── INPUT RECORDS
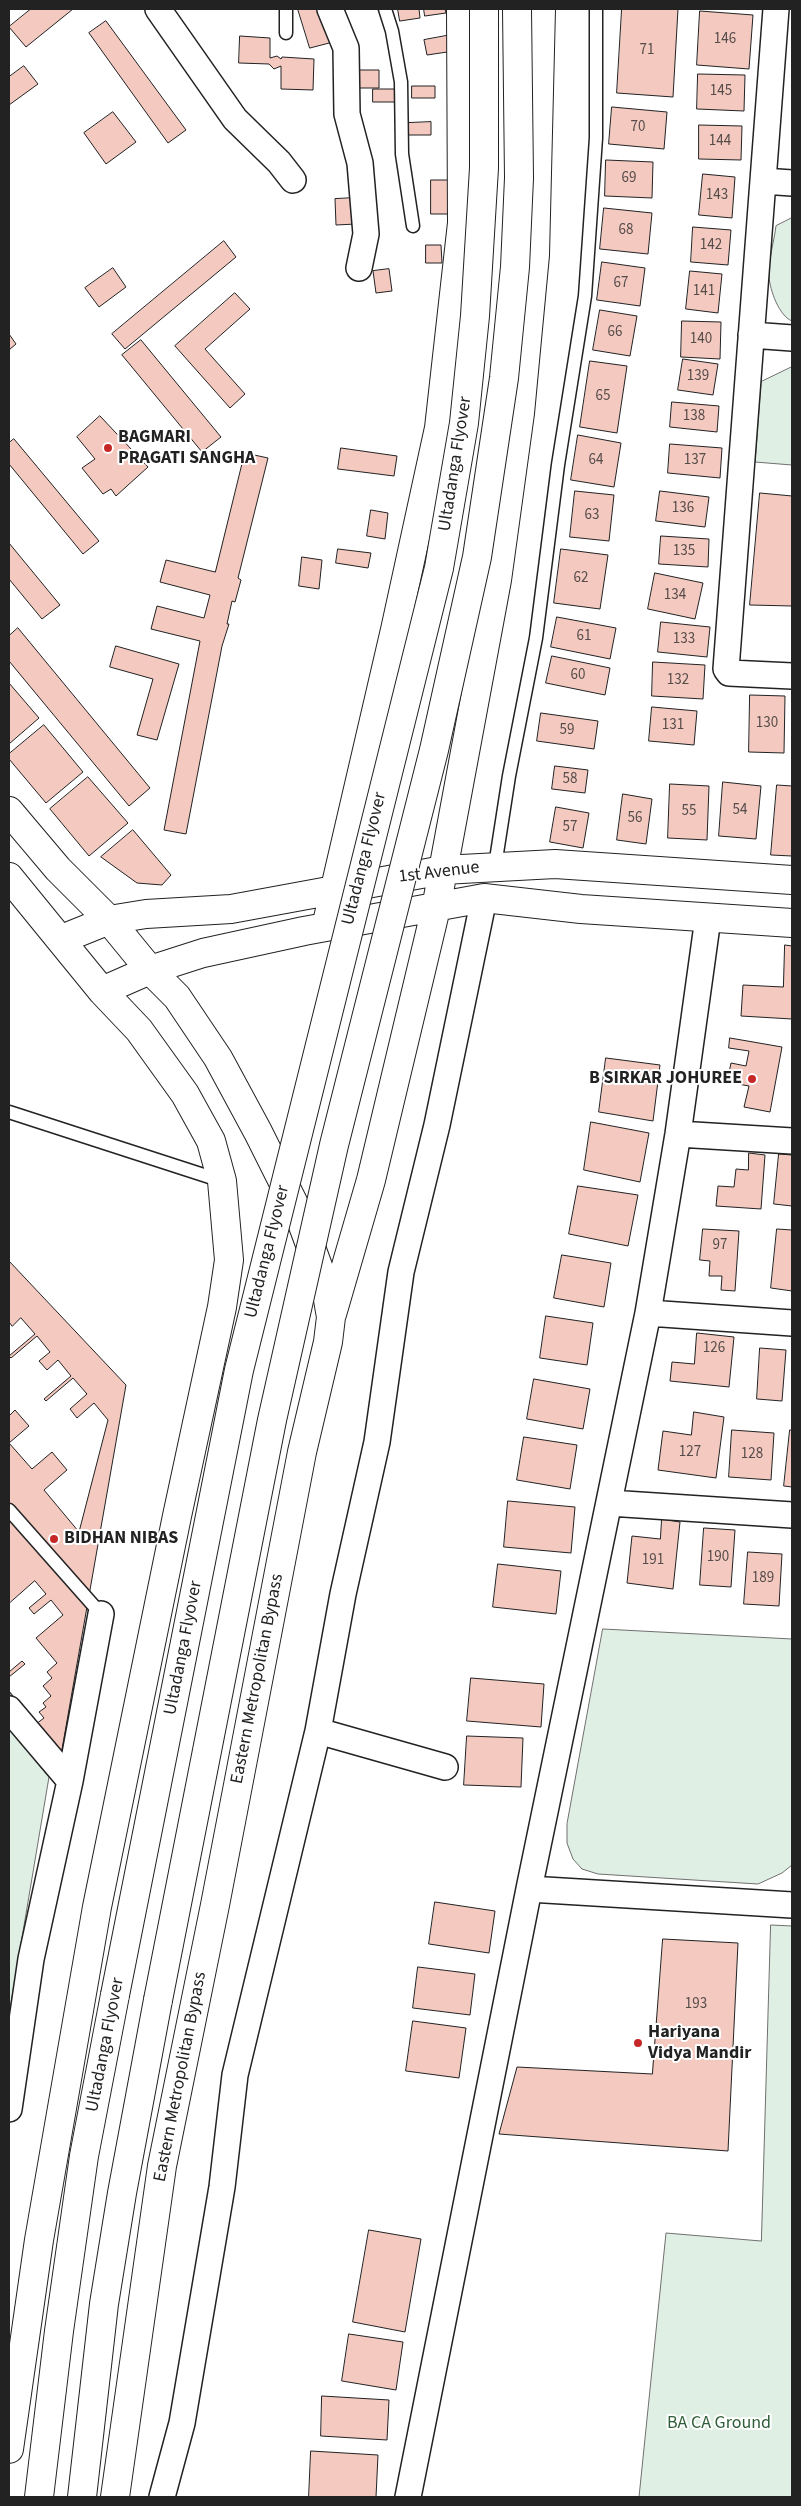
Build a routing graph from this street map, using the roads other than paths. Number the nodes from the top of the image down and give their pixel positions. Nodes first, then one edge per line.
1 (158, 9) edge
2 (286, 9) edge
3 (330, 9) edge
4 (385, 9) edge
5 (461, 9) edge
6 (484, 9) edge
7 (517, 9) edge
8 (541, 9) edge
9 (596, 9) edge
10 (776, 9) edge
11 (286, 33) dead end
12 (293, 180) dead end
13 (763, 181) junction
14 (792, 183) edge
15 (413, 226) dead end
16 (359, 268) dead end
17 (751, 335) junction
18 (792, 338) edge
19 (792, 676) edge
20 (9, 811) edge
21 (495, 866) junction
22 (443, 870) junction
23 (9, 877) edge
24 (792, 880) edge
25 (334, 890) junction
26 (484, 898) junction
27 (436, 908) junction
28 (708, 918) junction
29 (109, 920) junction
30 (792, 923) edge
31 (326, 928) junction
32 (62, 939) junction
33 (150, 970) junction
34 (102, 991) junction
35 (9, 1112) edge
36 (678, 1134) junction
37 (792, 1141) edge
38 (222, 1181) junction
39 (648, 1313) junction
40 (331, 1318) junction
41 (792, 1323) edge
42 (609, 1503) junction
43 (9, 1510) edge
44 (792, 1515) edge
45 (101, 1614) joint
46 (9, 1708) edge
47 (318, 1732) junction
48 (445, 1768) dead end
49 (70, 1781) junction
50 (529, 1889) junction
51 (792, 1905) edge
52 (9, 2108) edge
53 (9, 2449) edge
54 (39, 2497) edge
55 (82, 2497) edge
56 (115, 2497) edge
57 (162, 2497) edge
58 (408, 2497) edge

1 - 12 street
2 - 11 lane
3 - 16 street
4 - 15 lane
5 - 25 main road
6 - 54 main road, Ultadanga Flyover, bridge
7 - 55 main road, Ultadanga Flyover, bridge
8 - 22 main road
9 - 21 lane
10 - 13 street
13 - 14 street
13 - 17 street
17 - 18 street
17 - 19 street
20 - 29 main road, Eastern Metropolitan Bypass
21 - 22 main road, 1st Avenue
21 - 24 main road, 1st Avenue
22 - 25 main road, 1st Avenue
22 - 27 main road
23 - 32 main road
25 - 29 main road, 1st Avenue
25 - 31 main road
26 - 27 main road
26 - 28 main road
26 - 47 street
27 - 31 main road
27 - 40 main road
28 - 30 main road
28 - 36 street
29 - 32 main road, 1st Avenue
29 - 33 main road, Eastern Metropolitan Bypass
31 - 33 main road
32 - 34 main road
33 - 34 main road
33 - 40 main road, Eastern Metropolitan Bypass
34 - 38 main road
35 - 38 lane
36 - 37 street
36 - 39 street
38 - 53 main road
39 - 41 street
39 - 42 street
40 - 56 main road, Eastern Metropolitan Bypass
42 - 44 street
42 - 50 street
43 - 45 lane
45 - 49 street
46 - 49 street
47 - 48 street
47 - 57 street
49 - 52 street
50 - 51 street
50 - 58 street

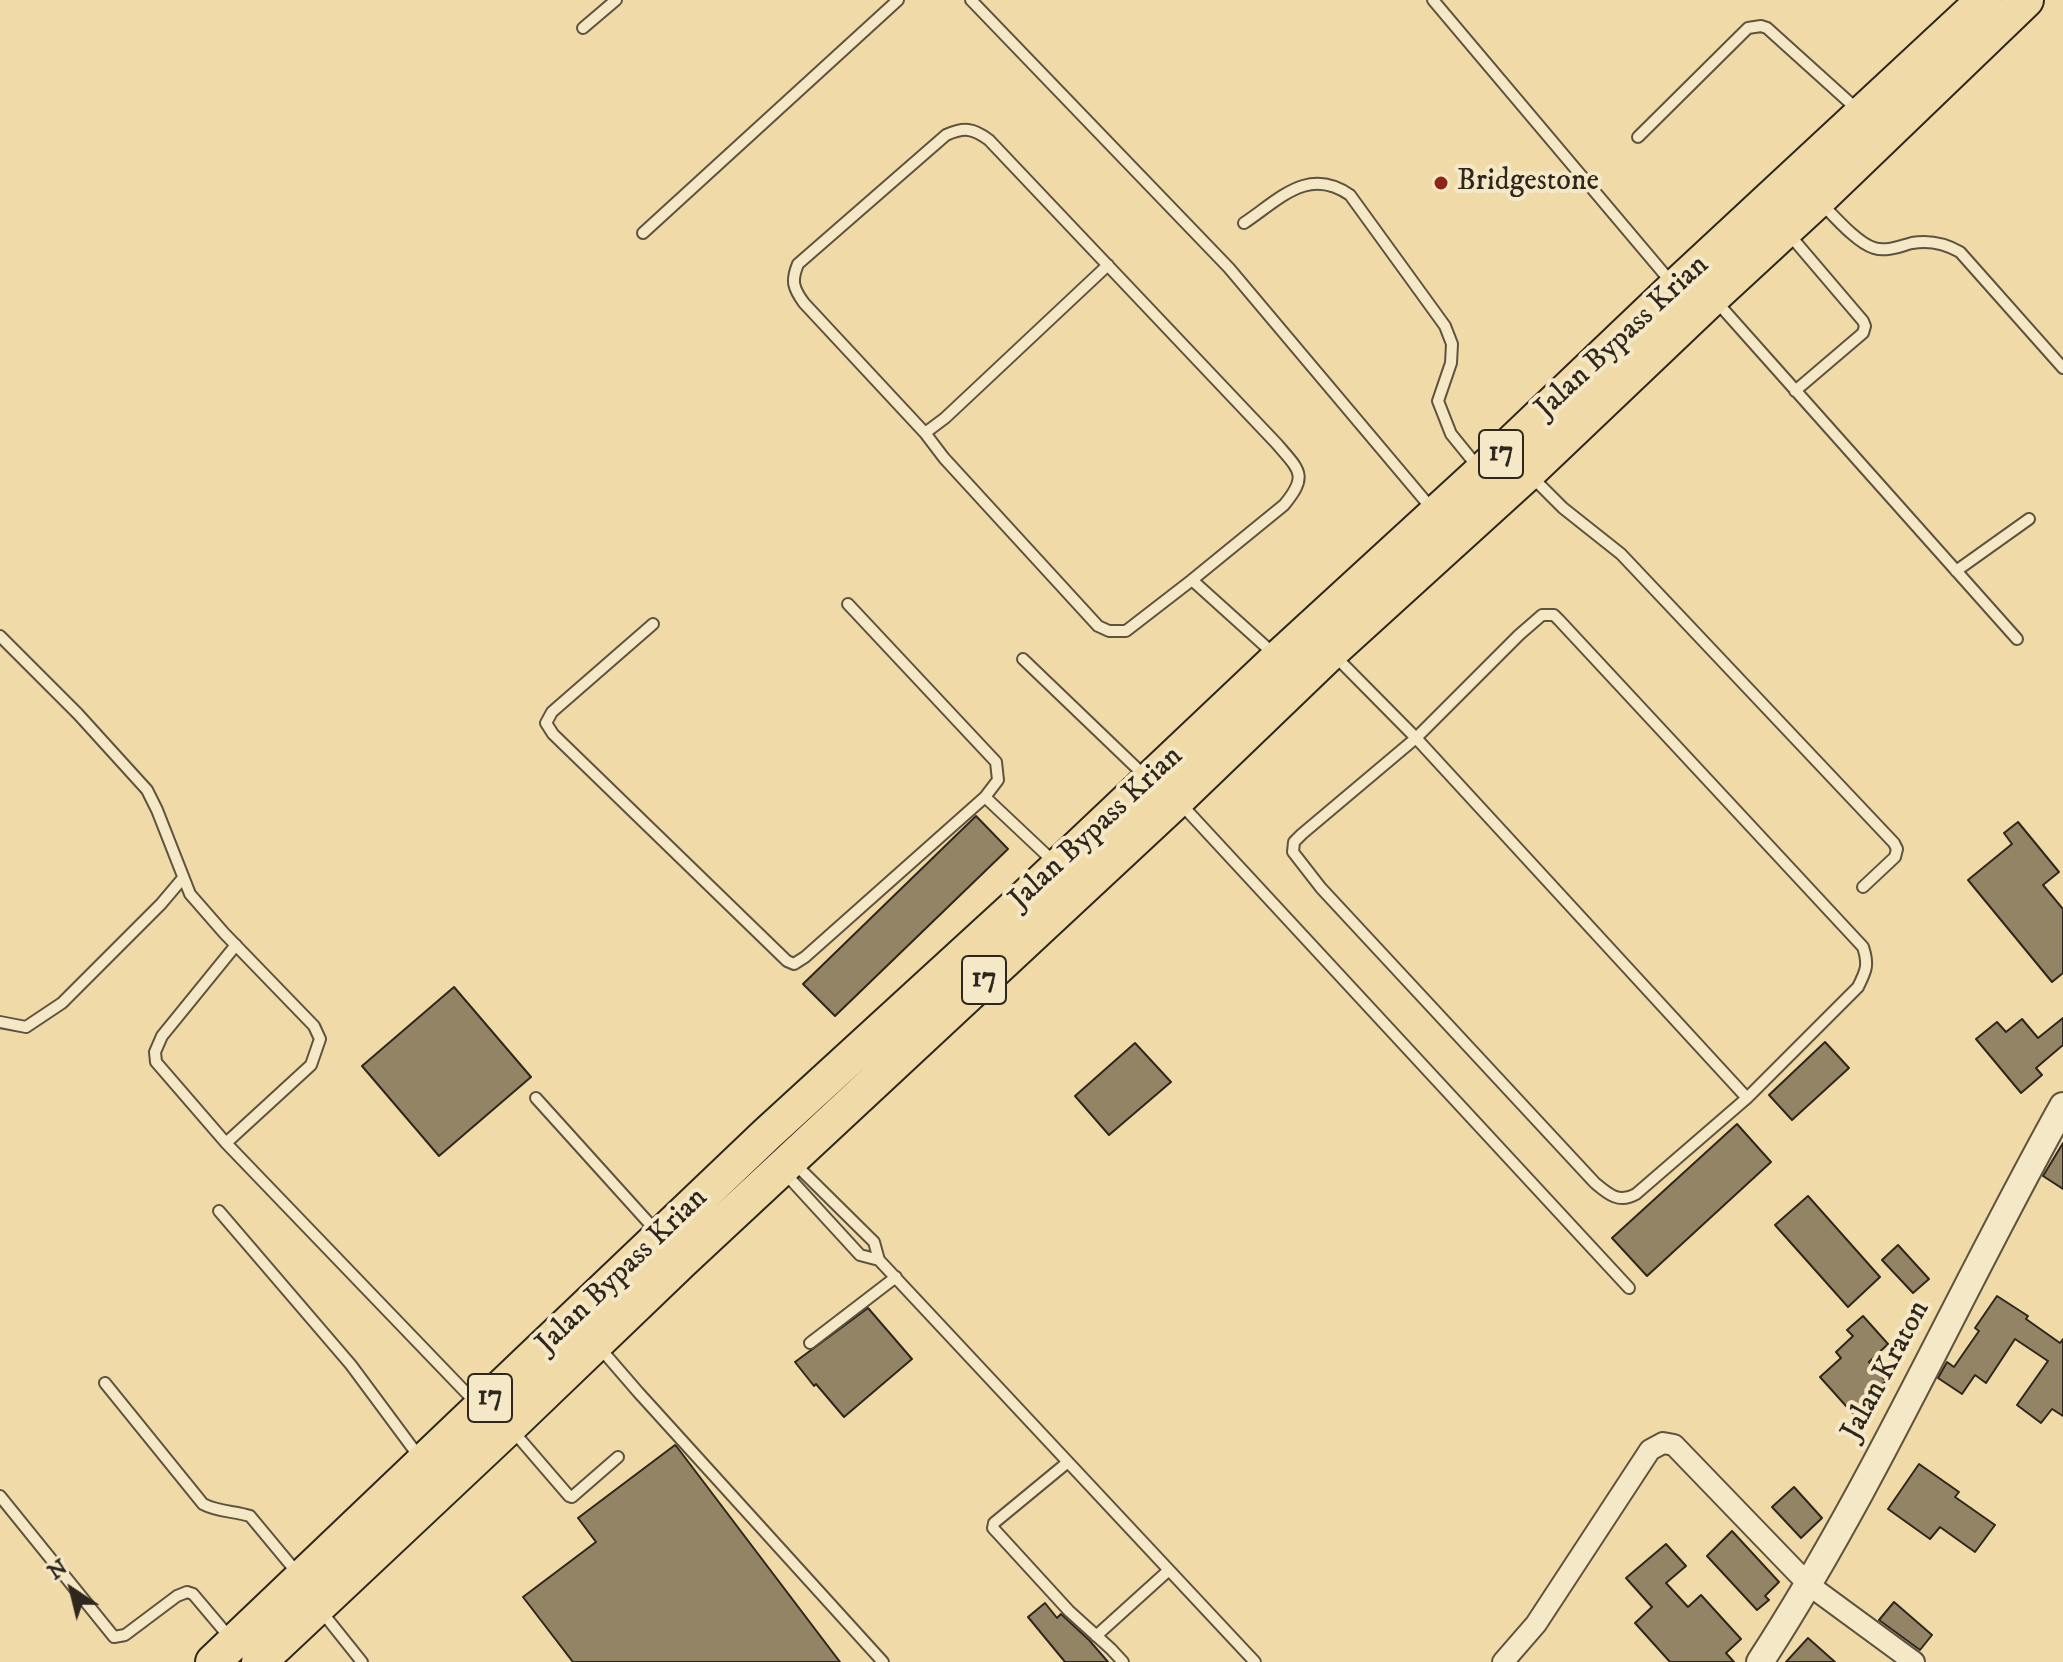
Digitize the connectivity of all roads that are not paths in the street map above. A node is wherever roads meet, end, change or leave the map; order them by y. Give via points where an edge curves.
1 (616, 0) edge
2 (898, 0) edge
3 (971, 0) edge
4 (1433, 0) edge
5 (2026, 0) edge
6 (1977, 2) edge
7 (583, 28) dead end
8 (1863, 114) junction
9 (1638, 137) dead end
10 (1818, 200) junction
11 (1244, 223) dead end
12 (1786, 230) junction
13 (643, 233) dead end
14 (1108, 265) junction
15 (1675, 287) junction
16 (1713, 297) junction
17 (2063, 368) edge
18 (1795, 391) junction
19 (925, 433) junction
20 (1482, 471) junction
21 (1528, 473) junction
22 (1435, 513) junction
23 (2029, 519) dead end
24 (1956, 571) junction
25 (1192, 580) junction
26 (848, 604) dead end
27 (653, 624) dead end
28 (0, 636) edge
29 (2017, 639) dead end
30 (1331, 652) junction
31 (1278, 658) junction
32 (1023, 659) dead end
33 (1416, 738) junction
34 (1149, 780) junction
35 (985, 797) junction
36 (1177, 800) junction
37 (1058, 866) junction
38 (183, 878) junction
39 (1863, 887) dead end
40 (236, 945) junction
41 (0, 1022) edge
42 (536, 1098) dead end
43 (1747, 1098) junction
44 (2063, 1106) edge
45 (226, 1143) junction
46 (774, 1152) junction
47 (219, 1211) dead end
48 (661, 1236) junction
49 (879, 1260) junction
50 (896, 1277) junction
51 (1629, 1288) dead end
52 (597, 1343) junction
53 (810, 1343) dead end
54 (105, 1383) dead end
55 (480, 1407) junction
56 (509, 1427) junction
57 (618, 1457) dead end
58 (423, 1462) junction
59 (1068, 1462) junction
60 (0, 1496) edge
61 (1169, 1570) junction
62 (301, 1577) junction
63 (1809, 1585) junction
64 (318, 1608) junction
65 (1096, 1636) junction
66 (235, 1655) edge
67 (362, 1662) edge
68 (883, 1662) edge
69 (1123, 1662) edge
70 (1255, 1662) edge
71 (1503, 1662) edge
72 (1760, 1662) edge
73 (1914, 1662) edge

1 - 7 lane
2 - 13 lane
3 - 22 lane via 1229,268
4 - 15 lane
5 - 10 highway, Jalan Bypass Krian / 17
6 - 8 highway, Jalan Bypass Krian / 17
8 - 9 lane via 1767,28 1756,26 1748,28
8 - 15 highway, Jalan Bypass Krian / 17
10 - 12 highway, Jalan Bypass Krian / 17
10 - 17 lane via 1874,248 1914,242 1946,244 1960,252
11 - 20 lane via 1301,185 1325,183 1350,195 1445,326 1452,344 1451,363 1438,401 1451,434
12 - 16 highway, Jalan Bypass Krian / 17
12 - 18 lane via 1865,326
14 - 19 lane
14 - 19 lane via 989,140 969,130 946,135 798,264 793,276 796,293
14 - 25 lane via 1277,444 1299,476 1300,483 1284,505
15 - 20 highway, Jalan Bypass Krian / 17
16 - 18 lane
16 - 21 highway, Jalan Bypass Krian / 17
18 - 24 lane
19 - 25 lane via 1098,626 1126,631
20 - 22 highway, Jalan Bypass Krian / 17
21 - 30 highway, Jalan Bypass Krian / 17
21 - 39 lane via 1621,554 1894,843 1895,857
22 - 31 highway, Jalan Bypass Krian / 17
23 - 24 lane
24 - 29 lane
25 - 31 lane
26 - 35 lane via 996,762 998,780
27 - 35 lane via 546,723 787,961 794,964 805,957
28 - 38 lane via 147,790
30 - 33 lane
30 - 36 highway, Jalan Bypass Krian / 17
31 - 34 highway, Jalan Bypass Krian / 17
32 - 34 lane
33 - 43 lane
33 - 43 lane via 1294,842 1294,856 1332,900 1595,1183 1616,1198 1636,1194
33 - 43 lane via 1535,620 1554,615 1863,947 1868,961 1858,987
34 - 37 highway, Jalan Bypass Krian / 17
35 - 37 lane
36 - 46 highway, Jalan Bypass Krian / 17
36 - 51 lane
37 - 46 highway, Jalan Bypass Krian / 17
38 - 40 lane via 190,894
38 - 41 lane via 62,1003 26,1027
40 - 45 lane via 162,1036 155,1052 156,1062
40 - 45 lane via 314,1026 320,1039 311,1065
42 - 48 lane
44 - 63 street, Jalan Kraton
45 - 55 lane
46 - 48 highway, Jalan Bypass Krian / 17
46 - 49 lane via 874,1242
46 - 49 lane via 860,1255
46 - 52 highway, Jalan Bypass Krian / 17 via 683,1260
47 - 58 lane via 351,1365
48 - 55 highway, Jalan Bypass Krian / 17
49 - 50 lane
50 - 53 lane
50 - 59 lane
52 - 56 highway, Jalan Bypass Krian / 17
52 - 68 lane
54 - 62 lane via 203,1504 250,1516
55 - 58 highway, Jalan Bypass Krian / 17
56 - 57 lane via 572,1497
56 - 64 highway, Jalan Bypass Krian / 17
58 - 62 highway, Jalan Bypass Krian / 17
59 - 61 lane
59 - 65 lane via 993,1528
60 - 66 lane via 114,1637 125,1635 187,1592
61 - 65 lane
61 - 70 lane
62 - 66 highway, Jalan Bypass Krian / 17
63 - 71 street via 1674,1445 1663,1443 1650,1450 1536,1624
63 - 72 street, Jalan Kraton
63 - 73 street
64 - 66 highway, Jalan Bypass Krian / 17
64 - 67 lane
65 - 69 lane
────
▸ **WORK INSTRUCTIONS**:
What lines above contain the word "Eastern"? Return each such line.

▸ **ANSWER FOR THE TASK**:
20 - 29 main road, Eastern Metropolitan Bypass
29 - 33 main road, Eastern Metropolitan Bypass
33 - 40 main road, Eastern Metropolitan Bypass
40 - 56 main road, Eastern Metropolitan Bypass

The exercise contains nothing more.